Visceral fat: A key mediator of NAFLD development and progression

Non-alcoholic fatty liver disease (NAFLD) has become a major public health concern affecting a quarter of the world's population. It encompasses a wide spectrum of liver pathologies from simple steatosis to steatohepatitis and fibrosis triggered by multiple risk factors. Besides overnutrition and obesity, recently a lot of attention has been focused on the role of visceral fat in development and progression of NAFLD and non-alcoholic steatohepatitis (NASH). Clinical and epidemiological studies suggest a direct correlation between liver fat content and abdominal fat which is mostly accounted for by the visceral fat. Free flow of fatty acids, bioactive and inflammatory molecules such as cytokines, and adipokines from visceral fat expose the liver to fat accumulation and inflammation.
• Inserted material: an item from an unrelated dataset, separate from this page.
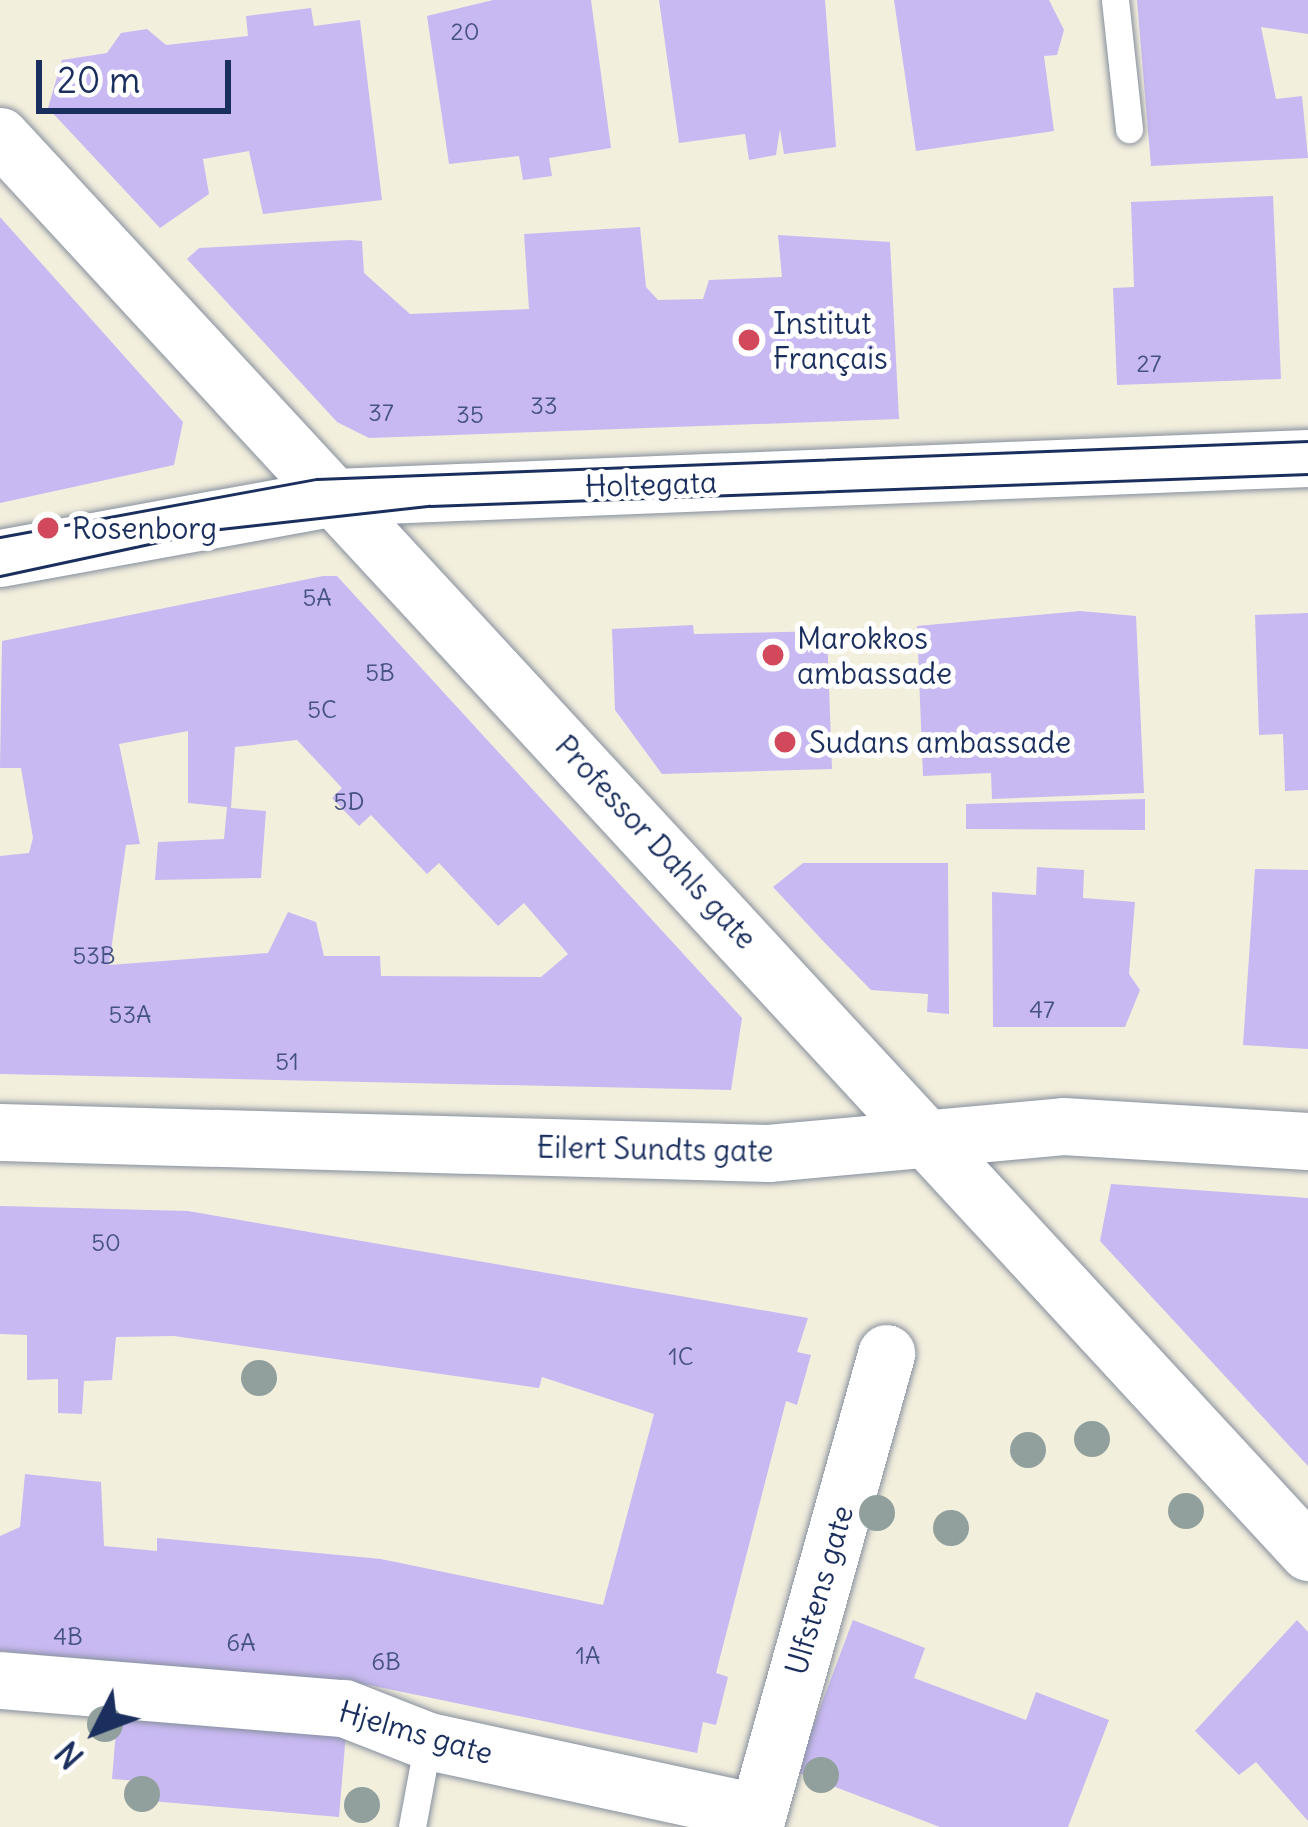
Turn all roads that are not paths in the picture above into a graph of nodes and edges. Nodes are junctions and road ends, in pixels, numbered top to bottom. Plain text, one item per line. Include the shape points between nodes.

The constant release of pro-inflammatory factors and high-fat content in the circulation results in systemic inflammation and insulin resistance (IR). The metabolic consequences of IR result in hyperglycemia, dyslipidemia, elevated inflammatory markers and visceral adiposity, and this vicious cycle of visceral fat and IR induction further aggravates the fatty infiltration of hepatocytes. Also, high-fat content in hepatocytes modulates the mTOR signaling pathway further enhancing insulin secretion secondary to insulin resistance, lipid biosynthesis, and adipose expansion. This review expounds the pivotal role played by the visceral fat in inflammation, IR, and altered mTOR pathway leading to initiation and progression of NAFLD.